The entries that follow must be given again exactly, with no pictures kept.

====== Records provided

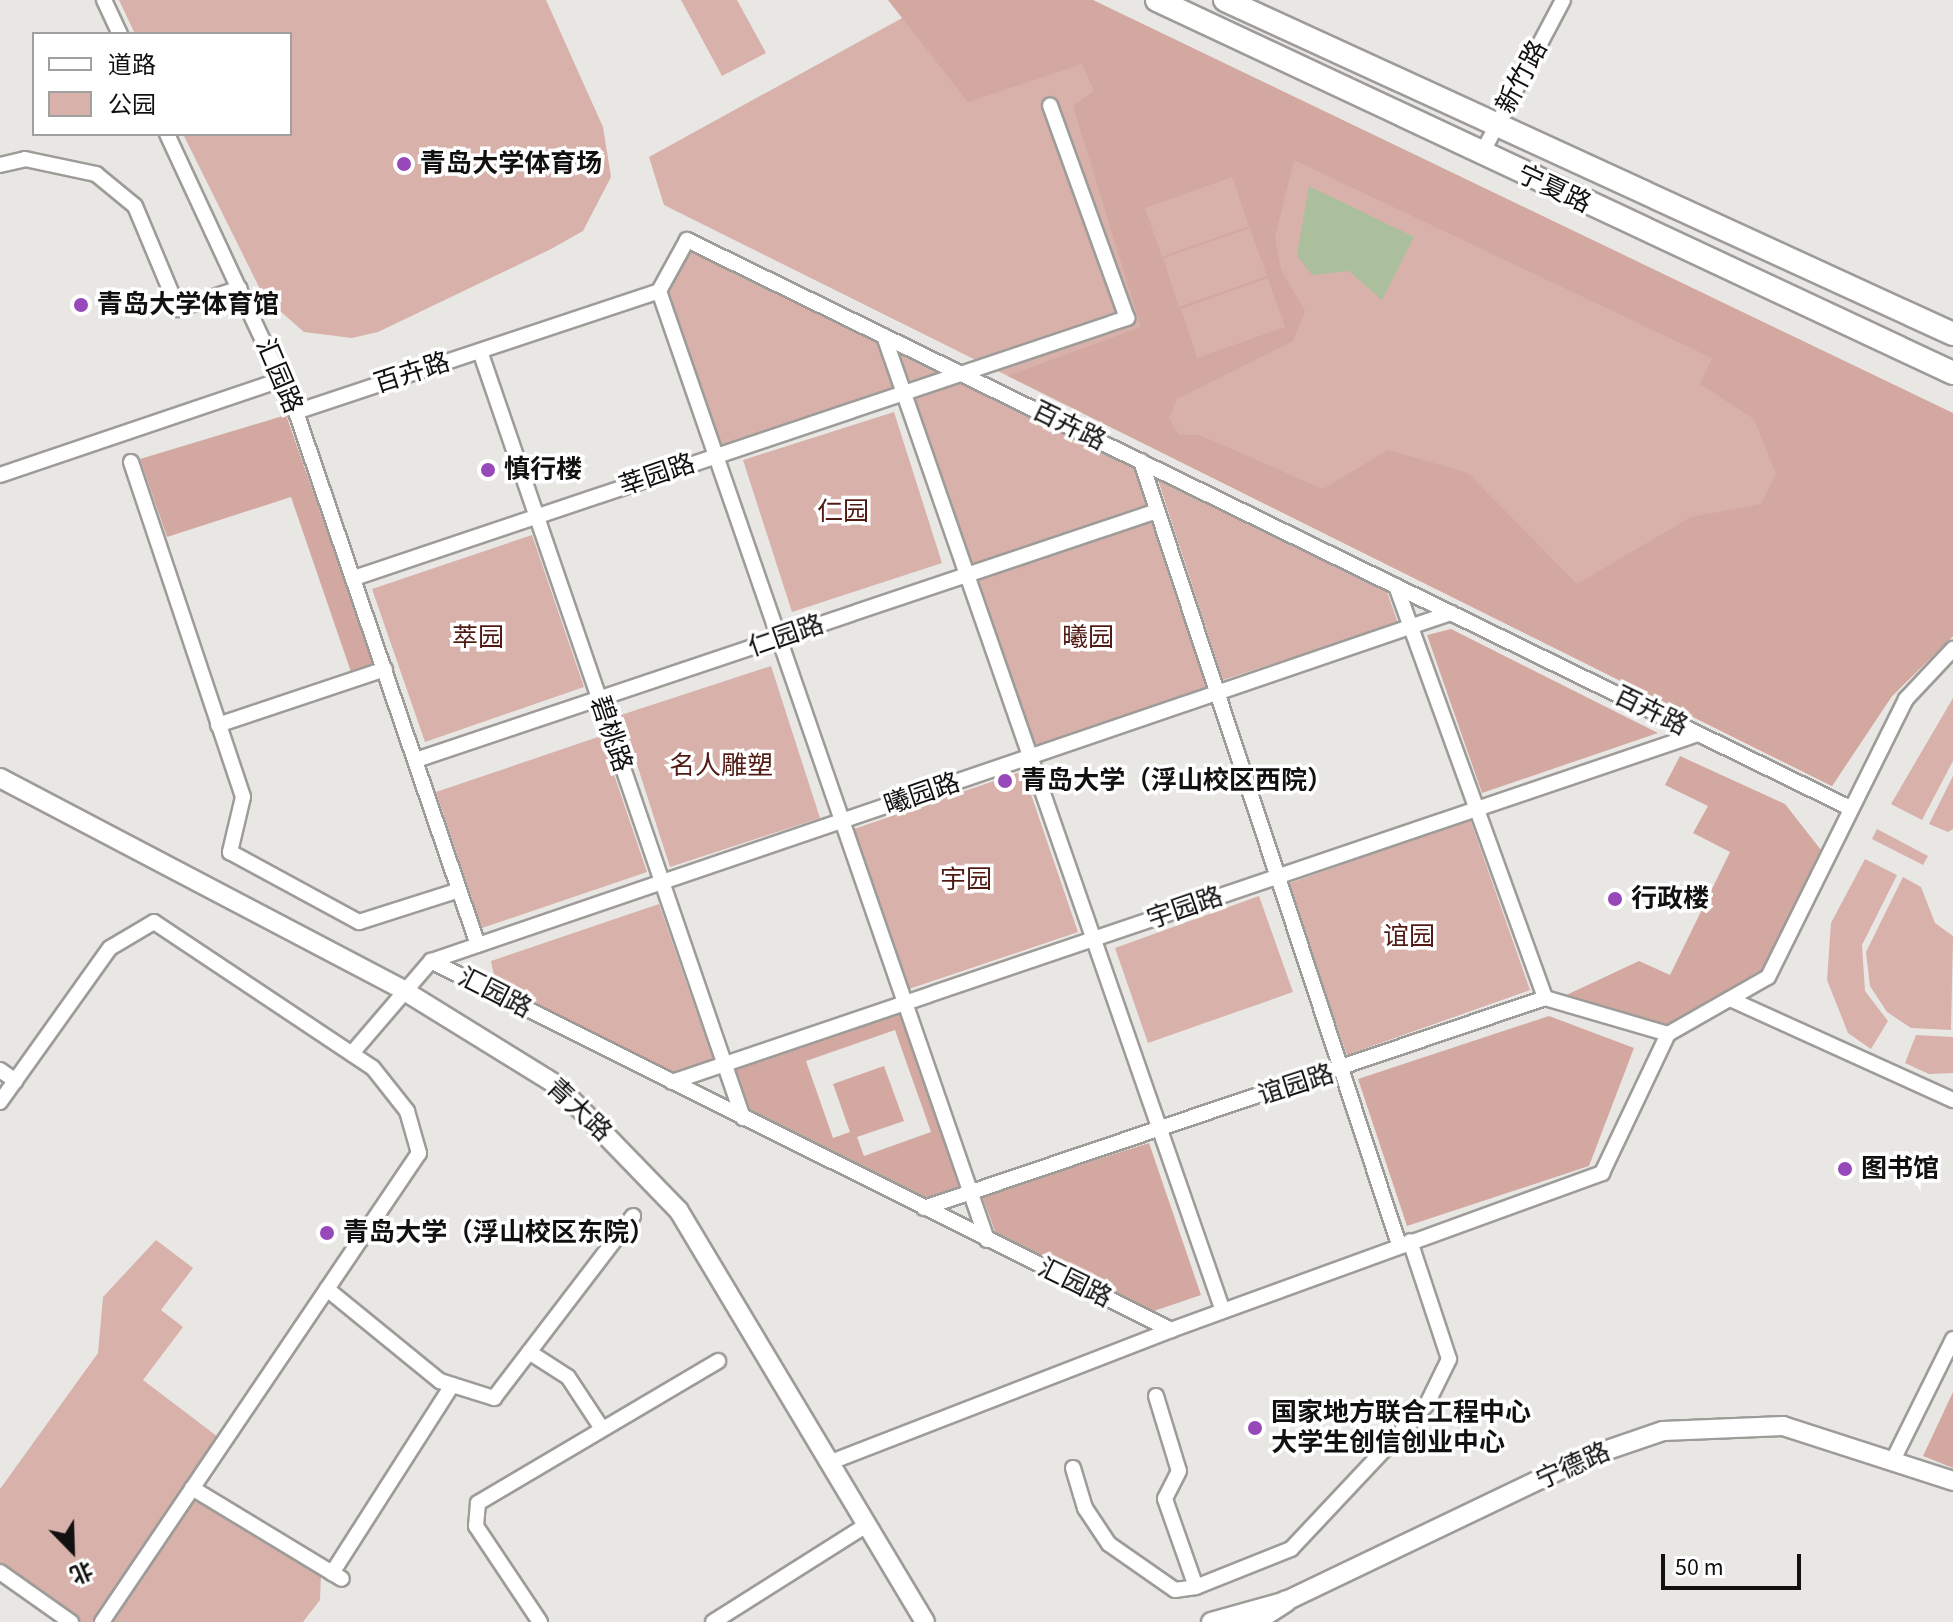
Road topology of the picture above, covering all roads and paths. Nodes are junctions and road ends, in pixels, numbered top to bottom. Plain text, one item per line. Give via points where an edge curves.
1 (104, 0) edge
2 (1157, 0) edge
3 (1225, 0) edge
4 (1563, 0) edge
5 (119, 32) edge
6 (1050, 105) dead end
7 (1495, 127) junction
8 (168, 136) edge
9 (1481, 155) junction
10 (0, 165) edge
11 (240, 288) junction
12 (659, 291) junction
13 (1953, 334) edge
14 (884, 336) junction
15 (480, 351) junction
16 (960, 373) junction
17 (1953, 373) edge
18 (283, 379) junction
19 (904, 393) junction
20 (296, 412) junction
21 (716, 457) junction
22 (1141, 461) junction
23 (131, 462) dead end
24 (0, 475) edge
25 (1157, 511) junction
26 (537, 516) junction
27 (966, 575) junction
28 (354, 578) junction
29 (1396, 586) junction
30 (1451, 613) junction
31 (1410, 627) junction
32 (779, 638) junction
33 (1953, 649) edge
34 (385, 669) junction
35 (1216, 693) junction
36 (599, 698) junction
37 (218, 725) junction
38 (1698, 734) junction
39 (1029, 757) junction
40 (416, 760) junction
41 (0, 778) edge
42 (1848, 807) junction
43 (1476, 810) junction
44 (842, 821) junction
45 (1276, 877) junction
46 (662, 881) junction
47 (459, 890) junction
48 (1091, 940) junction
49 (478, 945) junction
50 (431, 961) junction
51 (403, 990) junction
52 (1545, 998) junction
53 (1730, 999) junction
54 (905, 1003) junction
55 (1668, 1034) junction
56 (353, 1052) junction
57 (725, 1064) junction
58 (0, 1070) edge
59 (1339, 1070) junction
60 (16, 1081) junction
61 (672, 1082) junction
62 (1953, 1100) edge
63 (0, 1102) edge
64 (743, 1118) junction
65 (1156, 1131) junction
66 (971, 1193) junction
67 (924, 1208) junction
68 (633, 1216) dead end
69 (987, 1240) junction
70 (1404, 1243) junction
71 (327, 1289) junction
72 (1222, 1308) junction
73 (1171, 1330) junction
74 (1953, 1339) edge
75 (529, 1352) junction
76 (718, 1361) dead end
77 (452, 1385) junction
78 (1156, 1396) dead end
79 (601, 1427) junction
80 (1893, 1460) junction
81 (831, 1462) junction
82 (1073, 1468) dead end
83 (1953, 1481) edge
84 (192, 1488) junction
85 (868, 1524) junction
86 (0, 1572) edge
87 (1196, 1587) junction
88 (1286, 1601) junction
89 (71, 1622) edge
90 (102, 1622) edge
91 (540, 1622) edge
92 (713, 1622) edge
93 (925, 1622) edge
94 (1211, 1622) edge
95 (1254, 1622) edge

1 - 5 street
2 - 9 main road, 宁夏路
3 - 7 main road, 宁夏路
4 - 7 street, 新竹路
6 - 16 street via 1127,318
7 - 9 street, 新竹路
7 - 13 main road, 宁夏路
8 - 11 street, 汇园路
9 - 17 main road, 宁夏路
10 - 11 street via 25,159 106,182 135,206 178,309
11 - 18 street, 汇园路
12 - 14 street, 百卉路 via 687,240
12 - 15 street, 百卉路
12 - 21 street
14 - 16 street, 百卉路
14 - 19 street
15 - 20 street, 百卉路
15 - 26 street, 碧桃路
16 - 19 street
16 - 22 street, 百卉路
18 - 20 street, 汇园路
18 - 24 street
19 - 21 street
19 - 27 street
20 - 28 street, 汇园路
21 - 26 street
21 - 32 street
22 - 25 street
22 - 29 street, 百卉路
23 - 37 street
25 - 27 street, 仁园路
25 - 35 street
26 - 28 street
26 - 36 street, 碧桃路
27 - 32 street, 仁园路
27 - 39 street
28 - 34 street, 汇园路
29 - 30 street, 百卉路
29 - 31 street
30 - 31 street, 曦园路
30 - 38 street, 百卉路
31 - 35 street, 曦园路
31 - 43 street
32 - 36 street, 仁园路
32 - 44 street
33 - 42 street via 1906,699
34 - 37 street
34 - 40 street, 汇园路
35 - 39 street, 曦园路
35 - 45 street
36 - 40 street, 仁园路
36 - 46 street, 碧桃路
37 - 47 street via 243,797 230,852 359,922
38 - 42 street, 百卉路
38 - 43 street, 宇园路
39 - 44 street, 曦园路
39 - 48 street
40 - 47 street, 汇园路
41 - 51 street, 青大路
42 - 53 street via 1768,977
43 - 45 street, 宇园路
43 - 52 street
44 - 46 street, 曦园路
44 - 54 street
45 - 48 street, 宇园路
45 - 59 street
46 - 49 street, 曦园路
46 - 57 street, 碧桃路
47 - 49 street, 汇园路
48 - 54 street, 宇园路
48 - 65 street
49 - 50 street, 曦园路
50 - 51 street, 曦园路
50 - 61 street, 汇园路
51 - 56 street, 曦园路
51 - 81 street, 青大路 via 557,1085 679,1211
52 - 55 street
52 - 59 street, 谊园路
53 - 55 street
53 - 62 street
54 - 57 street, 宇园路
54 - 66 street
55 - 70 street via 1602,1173
56 - 60 street via 154,922 110,948
56 - 71 street via 407,1111 419,1153
57 - 61 street, 宇园路
57 - 64 street, 碧桃路
58 - 60 street
59 - 65 street, 谊园路
59 - 70 street
60 - 63 street
61 - 64 street, 汇园路
64 - 67 street, 汇园路
65 - 66 street, 谊园路
65 - 72 street
66 - 67 street, 谊园路
66 - 69 street
67 - 69 street, 汇园路
68 - 75 street
69 - 73 street, 汇园路
70 - 72 street
70 - 87 street via 1449,1359 1427,1404 1291,1549
71 - 77 street
71 - 84 street
72 - 73 street
73 - 81 street
74 - 80 street
75 - 77 street via 494,1398
75 - 79 street via 568,1377
76 - 79 street
77 - 84 street via 337,1576
78 - 87 street via 1179,1471 1165,1499
79 - 91 street via 478,1503 476,1526
80 - 83 street, 宁德路
80 - 88 street, 宁德路 via 1783,1426 1663,1431 1584,1458
81 - 85 street, 青大路
82 - 87 street via 1085,1508 1109,1544 1175,1590
84 - 90 street
85 - 92 street
85 - 93 street, 青大路
86 - 89 street
88 - 94 street, 宁德路
88 - 95 main road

============

[Output of the exercise]
Road topology of the picture above, covering all roads and paths. Nodes are junctions and road ends, in pixels, numbered top to bottom. Plain text, one item per line. Give via points where an edge curves.
1 (104, 0) edge
2 (1157, 0) edge
3 (1225, 0) edge
4 (1563, 0) edge
5 (119, 32) edge
6 (1050, 105) dead end
7 (1495, 127) junction
8 (168, 136) edge
9 (1481, 155) junction
10 (0, 165) edge
11 (240, 288) junction
12 (659, 291) junction
13 (1953, 334) edge
14 (884, 336) junction
15 (480, 351) junction
16 (960, 373) junction
17 (1953, 373) edge
18 (283, 379) junction
19 (904, 393) junction
20 (296, 412) junction
21 (716, 457) junction
22 (1141, 461) junction
23 (131, 462) dead end
24 (0, 475) edge
25 (1157, 511) junction
26 (537, 516) junction
27 (966, 575) junction
28 (354, 578) junction
29 (1396, 586) junction
30 (1451, 613) junction
31 (1410, 627) junction
32 (779, 638) junction
33 (1953, 649) edge
34 (385, 669) junction
35 (1216, 693) junction
36 (599, 698) junction
37 (218, 725) junction
38 (1698, 734) junction
39 (1029, 757) junction
40 (416, 760) junction
41 (0, 778) edge
42 (1848, 807) junction
43 (1476, 810) junction
44 (842, 821) junction
45 (1276, 877) junction
46 (662, 881) junction
47 (459, 890) junction
48 (1091, 940) junction
49 (478, 945) junction
50 (431, 961) junction
51 (403, 990) junction
52 (1545, 998) junction
53 (1730, 999) junction
54 (905, 1003) junction
55 (1668, 1034) junction
56 (353, 1052) junction
57 (725, 1064) junction
58 (0, 1070) edge
59 (1339, 1070) junction
60 (16, 1081) junction
61 (672, 1082) junction
62 (1953, 1100) edge
63 (0, 1102) edge
64 (743, 1118) junction
65 (1156, 1131) junction
66 (971, 1193) junction
67 (924, 1208) junction
68 (633, 1216) dead end
69 (987, 1240) junction
70 (1404, 1243) junction
71 (327, 1289) junction
72 (1222, 1308) junction
73 (1171, 1330) junction
74 (1953, 1339) edge
75 (529, 1352) junction
76 (718, 1361) dead end
77 (452, 1385) junction
78 (1156, 1396) dead end
79 (601, 1427) junction
80 (1893, 1460) junction
81 (831, 1462) junction
82 (1073, 1468) dead end
83 (1953, 1481) edge
84 (192, 1488) junction
85 (868, 1524) junction
86 (0, 1572) edge
87 (1196, 1587) junction
88 (1286, 1601) junction
89 (71, 1622) edge
90 (102, 1622) edge
91 (540, 1622) edge
92 (713, 1622) edge
93 (925, 1622) edge
94 (1211, 1622) edge
95 (1254, 1622) edge

1 - 5 street
2 - 9 main road, 宁夏路
3 - 7 main road, 宁夏路
4 - 7 street, 新竹路
6 - 16 street via 1127,318
7 - 9 street, 新竹路
7 - 13 main road, 宁夏路
8 - 11 street, 汇园路
9 - 17 main road, 宁夏路
10 - 11 street via 25,159 106,182 135,206 178,309
11 - 18 street, 汇园路
12 - 14 street, 百卉路 via 687,240
12 - 15 street, 百卉路
12 - 21 street
14 - 16 street, 百卉路
14 - 19 street
15 - 20 street, 百卉路
15 - 26 street, 碧桃路
16 - 19 street
16 - 22 street, 百卉路
18 - 20 street, 汇园路
18 - 24 street
19 - 21 street
19 - 27 street
20 - 28 street, 汇园路
21 - 26 street
21 - 32 street
22 - 25 street
22 - 29 street, 百卉路
23 - 37 street
25 - 27 street, 仁园路
25 - 35 street
26 - 28 street
26 - 36 street, 碧桃路
27 - 32 street, 仁园路
27 - 39 street
28 - 34 street, 汇园路
29 - 30 street, 百卉路
29 - 31 street
30 - 31 street, 曦园路
30 - 38 street, 百卉路
31 - 35 street, 曦园路
31 - 43 street
32 - 36 street, 仁园路
32 - 44 street
33 - 42 street via 1906,699
34 - 37 street
34 - 40 street, 汇园路
35 - 39 street, 曦园路
35 - 45 street
36 - 40 street, 仁园路
36 - 46 street, 碧桃路
37 - 47 street via 243,797 230,852 359,922
38 - 42 street, 百卉路
38 - 43 street, 宇园路
39 - 44 street, 曦园路
39 - 48 street
40 - 47 street, 汇园路
41 - 51 street, 青大路
42 - 53 street via 1768,977
43 - 45 street, 宇园路
43 - 52 street
44 - 46 street, 曦园路
44 - 54 street
45 - 48 street, 宇园路
45 - 59 street
46 - 49 street, 曦园路
46 - 57 street, 碧桃路
47 - 49 street, 汇园路
48 - 54 street, 宇园路
48 - 65 street
49 - 50 street, 曦园路
50 - 51 street, 曦园路
50 - 61 street, 汇园路
51 - 56 street, 曦园路
51 - 81 street, 青大路 via 557,1085 679,1211
52 - 55 street
52 - 59 street, 谊园路
53 - 55 street
53 - 62 street
54 - 57 street, 宇园路
54 - 66 street
55 - 70 street via 1602,1173
56 - 60 street via 154,922 110,948
56 - 71 street via 407,1111 419,1153
57 - 61 street, 宇园路
57 - 64 street, 碧桃路
58 - 60 street
59 - 65 street, 谊园路
59 - 70 street
60 - 63 street
61 - 64 street, 汇园路
64 - 67 street, 汇园路
65 - 66 street, 谊园路
65 - 72 street
66 - 67 street, 谊园路
66 - 69 street
67 - 69 street, 汇园路
68 - 75 street
69 - 73 street, 汇园路
70 - 72 street
70 - 87 street via 1449,1359 1427,1404 1291,1549
71 - 77 street
71 - 84 street
72 - 73 street
73 - 81 street
74 - 80 street
75 - 77 street via 494,1398
75 - 79 street via 568,1377
76 - 79 street
77 - 84 street via 337,1576
78 - 87 street via 1179,1471 1165,1499
79 - 91 street via 478,1503 476,1526
80 - 83 street, 宁德路
80 - 88 street, 宁德路 via 1783,1426 1663,1431 1584,1458
81 - 85 street, 青大路
82 - 87 street via 1085,1508 1109,1544 1175,1590
84 - 90 street
85 - 92 street
85 - 93 street, 青大路
86 - 89 street
88 - 94 street, 宁德路
88 - 95 main road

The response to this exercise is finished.